<<<<

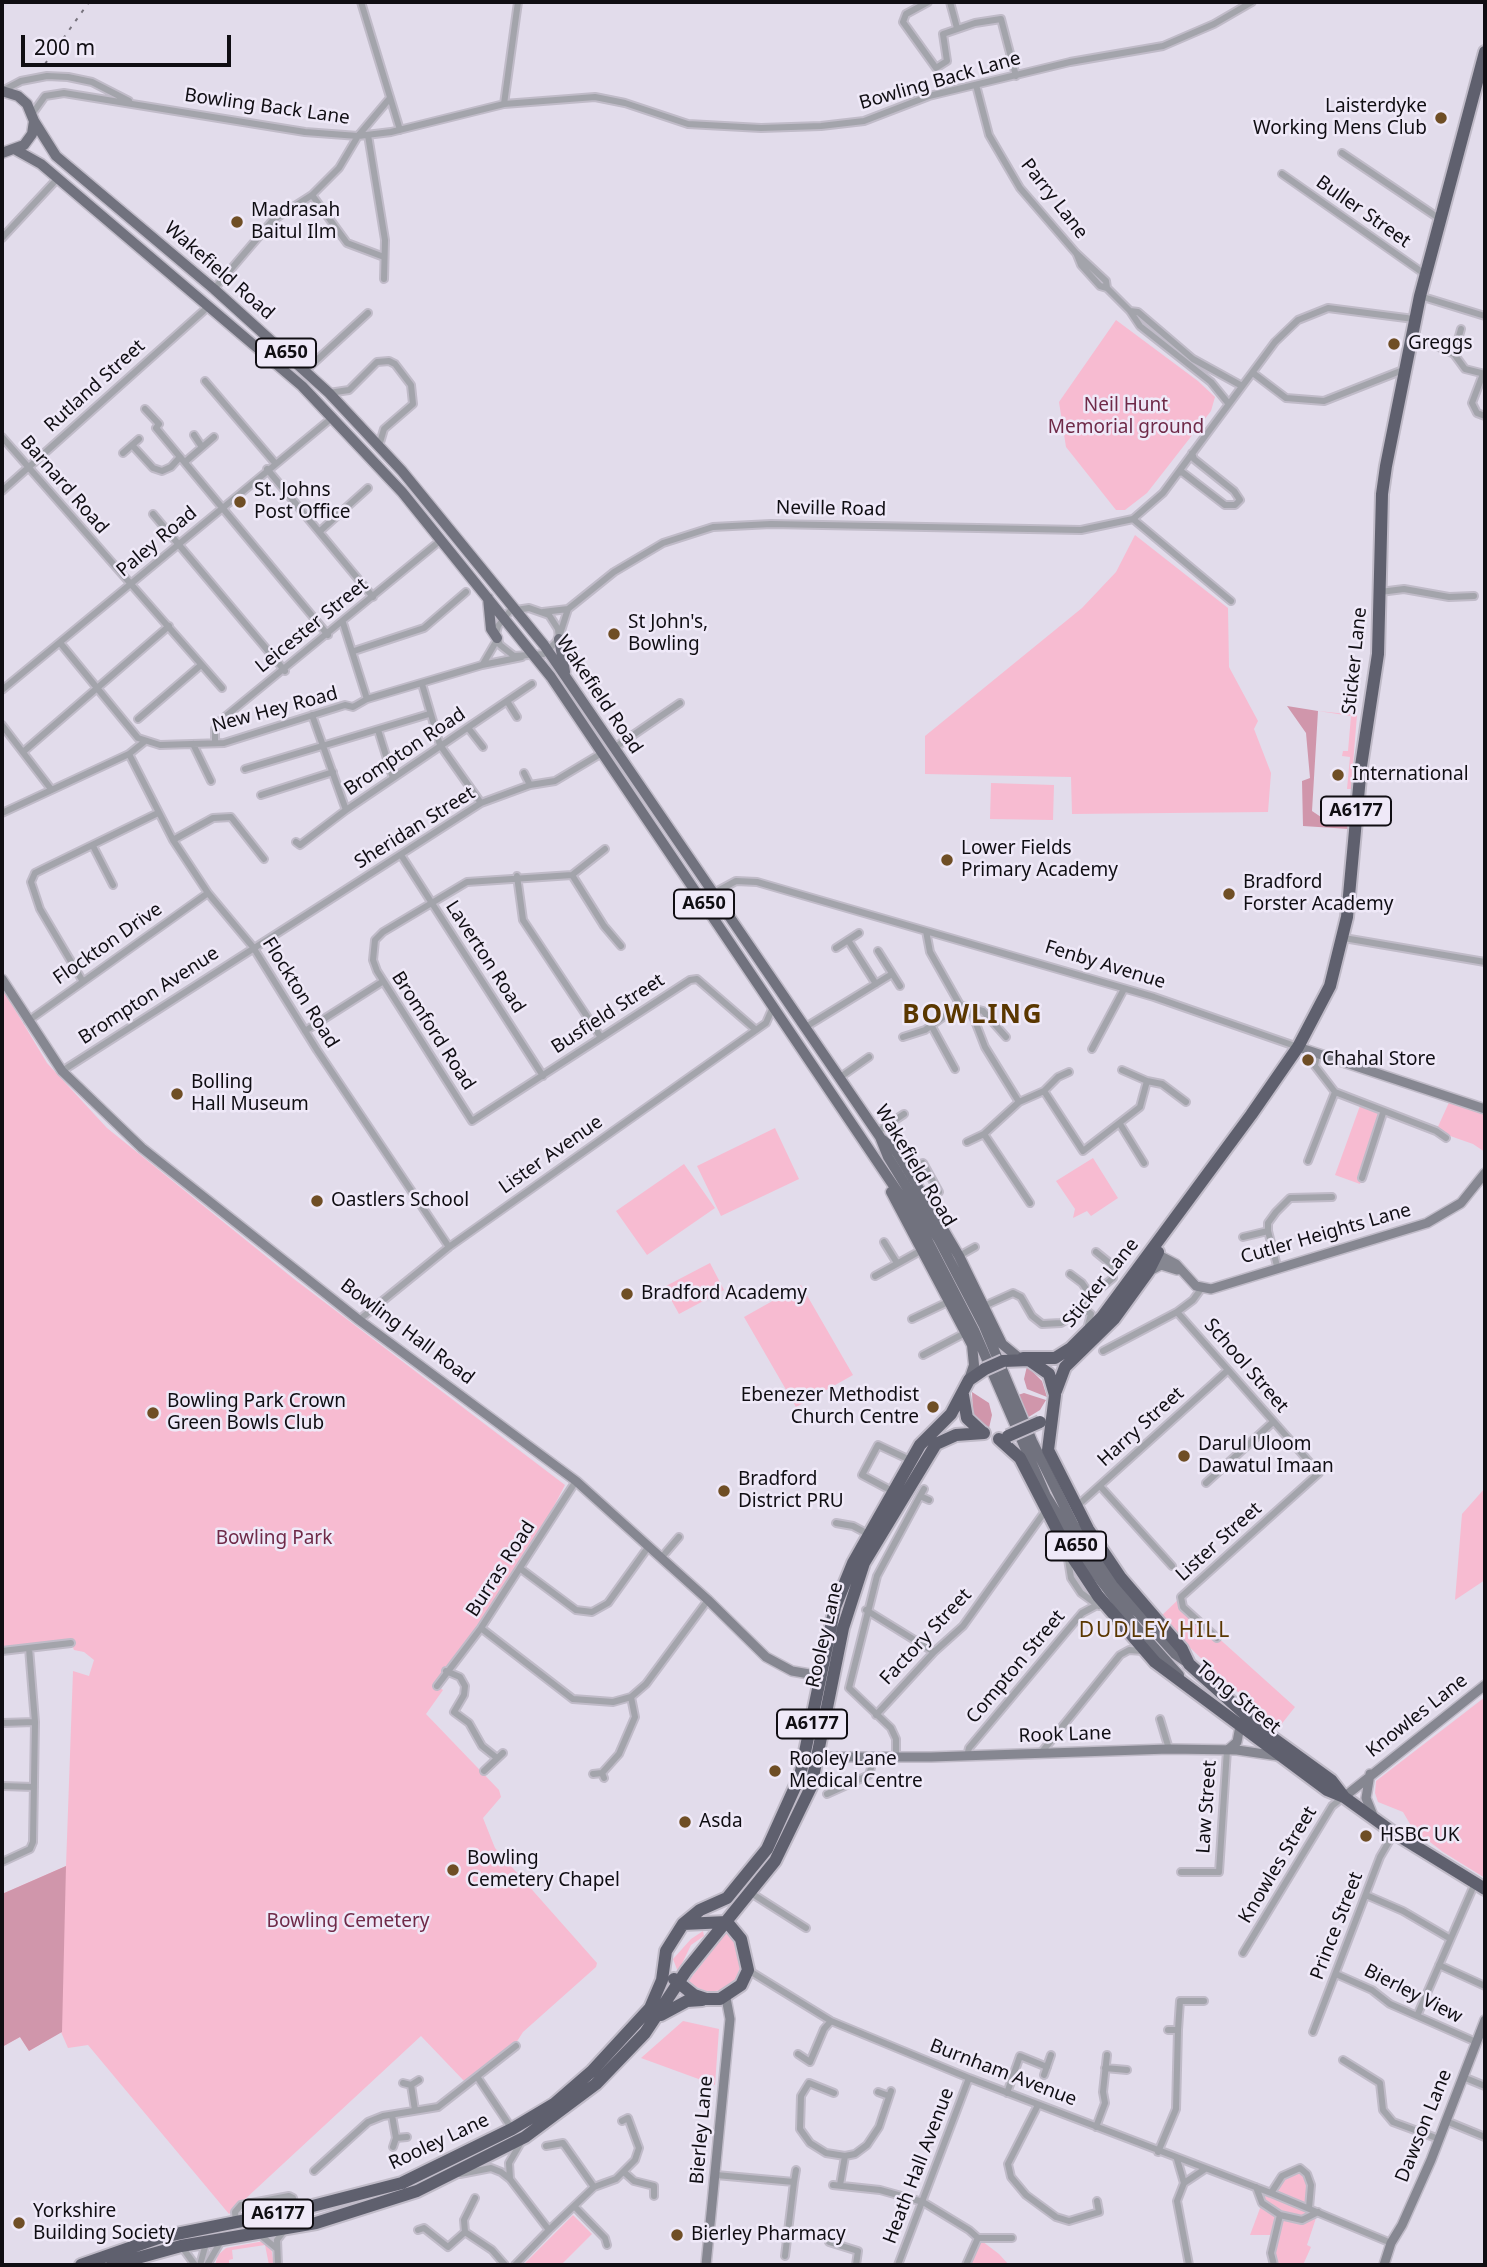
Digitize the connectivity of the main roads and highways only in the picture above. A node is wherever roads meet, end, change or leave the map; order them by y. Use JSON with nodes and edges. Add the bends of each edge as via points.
{"nodes":[{"id":1,"x":1485,"y":52,"type":"edge"},
{"id":2,"x":2,"y":91,"type":"edge"},
{"id":3,"x":1480,"y":94,"type":"edge"},
{"id":4,"x":33,"y":118,"type":"junction"},
{"id":5,"x":16,"y":150,"type":"junction"},
{"id":6,"x":2,"y":153,"type":"edge"},
{"id":7,"x":487,"y":594,"type":"junction"},
{"id":8,"x":559,"y":637,"type":"road end"},
{"id":9,"x":497,"y":639,"type":"road end"},
{"id":10,"x":567,"y":679,"type":"junction"},
{"id":11,"x":878,"y":1135,"type":"junction"},
{"id":12,"x":870,"y":1154,"type":"junction"},
{"id":13,"x":1154,"y":1253,"type":"junction"},
{"id":14,"x":1021,"y":1358,"type":"junction"},
{"id":15,"x":966,"y":1386,"type":"junction"},
{"id":16,"x":1010,"y":1387,"type":"joint"},
{"id":17,"x":999,"y":1392,"type":"joint"},
{"id":18,"x":1055,"y":1395,"type":"junction"},
{"id":19,"x":1052,"y":1411,"type":"junction"},
{"id":20,"x":984,"y":1433,"type":"junction"},
{"id":21,"x":1003,"y":1438,"type":"junction"},
{"id":22,"x":1189,"y":1664,"type":"junction"},
{"id":23,"x":1184,"y":1681,"type":"junction"},
{"id":24,"x":1344,"y":1797,"type":"junction"},
{"id":25,"x":1480,"y":1886,"type":"edge"},
{"id":26,"x":708,"y":1921,"type":"junction"},
{"id":27,"x":727,"y":1922,"type":"junction"},
{"id":28,"x":683,"y":1924,"type":"junction"},
{"id":29,"x":709,"y":1941,"type":"junction"},
{"id":30,"x":665,"y":1968,"type":"junction"},
{"id":31,"x":677,"y":1983,"type":"junction"},
{"id":32,"x":706,"y":1999,"type":"junction"},
{"id":33,"x":655,"y":2018,"type":"junction"},
{"id":34,"x":81,"y":2265,"type":"edge"},
{"id":35,"x":112,"y":2265,"type":"edge"}],
"edges":[{"from":1,"to":3,"type":"highway","name":"Sticker Lane","number":"A6177"},
{"from":2,"to":4,"type":"main road","number":"A650","via":[[18,96]]},
{"from":3,"to":13,"type":"highway","name":"Sticker Lane","number":"A6177","via":[[1420,296],[1382,494],[1378,654],[1344,937],[1330,986],[1298,1047]]},
{"from":4,"to":5,"type":"main road","via":[[32,134]]},
{"from":4,"to":10,"type":"main road","name":"Wakefield Road","number":"A650","via":[[56,156],[329,393],[516,609]]},
{"from":5,"to":6,"type":"main road"},
{"from":5,"to":7,"type":"main road","name":"Wakefield Road","number":"A650","via":[[41,164],[209,305],[333,417]]},
{"from":7,"to":9,"type":"main road","via":[[491,629]]},
{"from":7,"to":12,"type":"main road","name":"Wakefield Road","number":"A650","via":[[602,753]]},
{"from":8,"to":10,"type":"main road"},
{"from":10,"to":11,"type":"main road","name":"Wakefield Road","number":"A650"},
{"from":11,"to":14,"type":"main road","via":[[896,1151],[926,1200],[1002,1344]]},
{"from":11,"to":16,"type":"main road","name":"Wakefield Road","number":"A650","via":[[939,1240]]},
{"from":12,"to":15,"type":"main road","number":"A650","via":[[967,1332],[974,1354]]},
{"from":12,"to":17,"type":"main road","name":"Wakefield Road","number":"A650","via":[[918,1222],[947,1274]]},
{"from":13,"to":14,"type":"highway","name":"Sticker Lane","number":"A6177","via":[[1071,1348],[1055,1358]]},
{"from":13,"to":18,"type":"highway","name":"Sticker Lane","number":"A6177","via":[[1148,1272],[1105,1329],[1065,1367]]},
{"from":14,"to":15,"type":"highway","bridge":true,"via":[[985,1369]]},
{"from":14,"to":18,"type":"highway","via":[[1045,1369]]},
{"from":15,"to":20,"type":"highway","via":[[967,1418]]},
{"from":15,"to":28,"type":"highway","name":"Rooley Lane","number":"A6177","via":[[951,1414],[909,1461],[835,1607],[800,1776],[767,1849],[727,1898]]},
{"from":16,"to":22,"type":"main road","name":"Tong Street","number":"A650","via":[[1079,1534],[1122,1595]]},
{"from":17,"to":23,"type":"main road","name":"Tong Street","number":"A650","via":[[1046,1496],[1081,1553],[1136,1627]]},
{"from":18,"to":19,"type":"highway"},
{"from":19,"to":21,"type":"highway","bridge":true,"via":[[1040,1422]]},
{"from":19,"to":22,"type":"highway","via":[[1048,1450],[1076,1507],[1121,1578],[1182,1649]]},
{"from":20,"to":21,"type":"highway"},
{"from":20,"to":27,"type":"highway","name":"Rooley Lane","number":"A6177","via":[[956,1435],[936,1444],[864,1563],[843,1628],[819,1757],[801,1811],[775,1861]]},
{"from":21,"to":23,"type":"highway","via":[[1020,1458],[1102,1607],[1168,1674]]},
{"from":22,"to":24,"type":"highway","name":"Tong Street","number":"A650","via":[[1266,1733],[1331,1780]]},
{"from":23,"to":24,"type":"highway","name":"Tong Street","number":"A650","via":[[1278,1756]]},
{"from":24,"to":25,"type":"highway","name":"Tong Street","number":"A650"},
{"from":26,"to":27,"type":"highway"},
{"from":26,"to":28,"type":"highway"},
{"from":26,"to":29,"type":"highway"},
{"from":27,"to":29,"type":"highway","name":"Rooley Lane","number":"A6177"},
{"from":27,"to":32,"type":"highway","via":[[741,1940],[748,1970],[741,1985],[726,1998]]},
{"from":28,"to":30,"type":"highway","name":"Rooley Lane","number":"A6177","via":[[666,1951]]},
{"from":29,"to":31,"type":"highway","name":"Rooley Lane","number":"A6177"},
{"from":30,"to":31,"type":"highway"},
{"from":30,"to":34,"type":"highway","name":"Rooley Lane","number":"A6177","via":[[650,2008],[632,2031],[554,2104],[512,2129],[402,2183],[136,2244]]},
{"from":31,"to":32,"type":"highway"},
{"from":31,"to":33,"type":"highway","name":"Rooley Lane","number":"A6177"},
{"from":32,"to":33,"type":"highway","via":[[687,2001]]},
{"from":33,"to":35,"type":"highway","name":"Rooley Lane","number":"A6177","via":[[596,2084],[525,2137],[448,2178],[364,2209],[286,2229],[181,2246]]}]}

>>>>

The answer must be an exact reproduction of the records, with every picture left out.

TASK OUTPUT:
Digitize the connectivity of the main roads and highways only in the picture above. A node is wherever roads meet, end, change or leave the map; order them by y. Use JSON with nodes and edges. Add the bends of each edge as via points.
{"nodes":[{"id":1,"x":1485,"y":52,"type":"edge"},
{"id":2,"x":2,"y":91,"type":"edge"},
{"id":3,"x":1480,"y":94,"type":"edge"},
{"id":4,"x":33,"y":118,"type":"junction"},
{"id":5,"x":16,"y":150,"type":"junction"},
{"id":6,"x":2,"y":153,"type":"edge"},
{"id":7,"x":487,"y":594,"type":"junction"},
{"id":8,"x":559,"y":637,"type":"road end"},
{"id":9,"x":497,"y":639,"type":"road end"},
{"id":10,"x":567,"y":679,"type":"junction"},
{"id":11,"x":878,"y":1135,"type":"junction"},
{"id":12,"x":870,"y":1154,"type":"junction"},
{"id":13,"x":1154,"y":1253,"type":"junction"},
{"id":14,"x":1021,"y":1358,"type":"junction"},
{"id":15,"x":966,"y":1386,"type":"junction"},
{"id":16,"x":1010,"y":1387,"type":"joint"},
{"id":17,"x":999,"y":1392,"type":"joint"},
{"id":18,"x":1055,"y":1395,"type":"junction"},
{"id":19,"x":1052,"y":1411,"type":"junction"},
{"id":20,"x":984,"y":1433,"type":"junction"},
{"id":21,"x":1003,"y":1438,"type":"junction"},
{"id":22,"x":1189,"y":1664,"type":"junction"},
{"id":23,"x":1184,"y":1681,"type":"junction"},
{"id":24,"x":1344,"y":1797,"type":"junction"},
{"id":25,"x":1480,"y":1886,"type":"edge"},
{"id":26,"x":708,"y":1921,"type":"junction"},
{"id":27,"x":727,"y":1922,"type":"junction"},
{"id":28,"x":683,"y":1924,"type":"junction"},
{"id":29,"x":709,"y":1941,"type":"junction"},
{"id":30,"x":665,"y":1968,"type":"junction"},
{"id":31,"x":677,"y":1983,"type":"junction"},
{"id":32,"x":706,"y":1999,"type":"junction"},
{"id":33,"x":655,"y":2018,"type":"junction"},
{"id":34,"x":81,"y":2265,"type":"edge"},
{"id":35,"x":112,"y":2265,"type":"edge"}],
"edges":[{"from":1,"to":3,"type":"highway","name":"Sticker Lane","number":"A6177"},
{"from":2,"to":4,"type":"main road","number":"A650","via":[[18,96]]},
{"from":3,"to":13,"type":"highway","name":"Sticker Lane","number":"A6177","via":[[1420,296],[1382,494],[1378,654],[1344,937],[1330,986],[1298,1047]]},
{"from":4,"to":5,"type":"main road","via":[[32,134]]},
{"from":4,"to":10,"type":"main road","name":"Wakefield Road","number":"A650","via":[[56,156],[329,393],[516,609]]},
{"from":5,"to":6,"type":"main road"},
{"from":5,"to":7,"type":"main road","name":"Wakefield Road","number":"A650","via":[[41,164],[209,305],[333,417]]},
{"from":7,"to":9,"type":"main road","via":[[491,629]]},
{"from":7,"to":12,"type":"main road","name":"Wakefield Road","number":"A650","via":[[602,753]]},
{"from":8,"to":10,"type":"main road"},
{"from":10,"to":11,"type":"main road","name":"Wakefield Road","number":"A650"},
{"from":11,"to":14,"type":"main road","via":[[896,1151],[926,1200],[1002,1344]]},
{"from":11,"to":16,"type":"main road","name":"Wakefield Road","number":"A650","via":[[939,1240]]},
{"from":12,"to":15,"type":"main road","number":"A650","via":[[967,1332],[974,1354]]},
{"from":12,"to":17,"type":"main road","name":"Wakefield Road","number":"A650","via":[[918,1222],[947,1274]]},
{"from":13,"to":14,"type":"highway","name":"Sticker Lane","number":"A6177","via":[[1071,1348],[1055,1358]]},
{"from":13,"to":18,"type":"highway","name":"Sticker Lane","number":"A6177","via":[[1148,1272],[1105,1329],[1065,1367]]},
{"from":14,"to":15,"type":"highway","bridge":true,"via":[[985,1369]]},
{"from":14,"to":18,"type":"highway","via":[[1045,1369]]},
{"from":15,"to":20,"type":"highway","via":[[967,1418]]},
{"from":15,"to":28,"type":"highway","name":"Rooley Lane","number":"A6177","via":[[951,1414],[909,1461],[835,1607],[800,1776],[767,1849],[727,1898]]},
{"from":16,"to":22,"type":"main road","name":"Tong Street","number":"A650","via":[[1079,1534],[1122,1595]]},
{"from":17,"to":23,"type":"main road","name":"Tong Street","number":"A650","via":[[1046,1496],[1081,1553],[1136,1627]]},
{"from":18,"to":19,"type":"highway"},
{"from":19,"to":21,"type":"highway","bridge":true,"via":[[1040,1422]]},
{"from":19,"to":22,"type":"highway","via":[[1048,1450],[1076,1507],[1121,1578],[1182,1649]]},
{"from":20,"to":21,"type":"highway"},
{"from":20,"to":27,"type":"highway","name":"Rooley Lane","number":"A6177","via":[[956,1435],[936,1444],[864,1563],[843,1628],[819,1757],[801,1811],[775,1861]]},
{"from":21,"to":23,"type":"highway","via":[[1020,1458],[1102,1607],[1168,1674]]},
{"from":22,"to":24,"type":"highway","name":"Tong Street","number":"A650","via":[[1266,1733],[1331,1780]]},
{"from":23,"to":24,"type":"highway","name":"Tong Street","number":"A650","via":[[1278,1756]]},
{"from":24,"to":25,"type":"highway","name":"Tong Street","number":"A650"},
{"from":26,"to":27,"type":"highway"},
{"from":26,"to":28,"type":"highway"},
{"from":26,"to":29,"type":"highway"},
{"from":27,"to":29,"type":"highway","name":"Rooley Lane","number":"A6177"},
{"from":27,"to":32,"type":"highway","via":[[741,1940],[748,1970],[741,1985],[726,1998]]},
{"from":28,"to":30,"type":"highway","name":"Rooley Lane","number":"A6177","via":[[666,1951]]},
{"from":29,"to":31,"type":"highway","name":"Rooley Lane","number":"A6177"},
{"from":30,"to":31,"type":"highway"},
{"from":30,"to":34,"type":"highway","name":"Rooley Lane","number":"A6177","via":[[650,2008],[632,2031],[554,2104],[512,2129],[402,2183],[136,2244]]},
{"from":31,"to":32,"type":"highway"},
{"from":31,"to":33,"type":"highway","name":"Rooley Lane","number":"A6177"},
{"from":32,"to":33,"type":"highway","via":[[687,2001]]},
{"from":33,"to":35,"type":"highway","name":"Rooley Lane","number":"A6177","via":[[596,2084],[525,2137],[448,2178],[364,2209],[286,2229],[181,2246]]}]}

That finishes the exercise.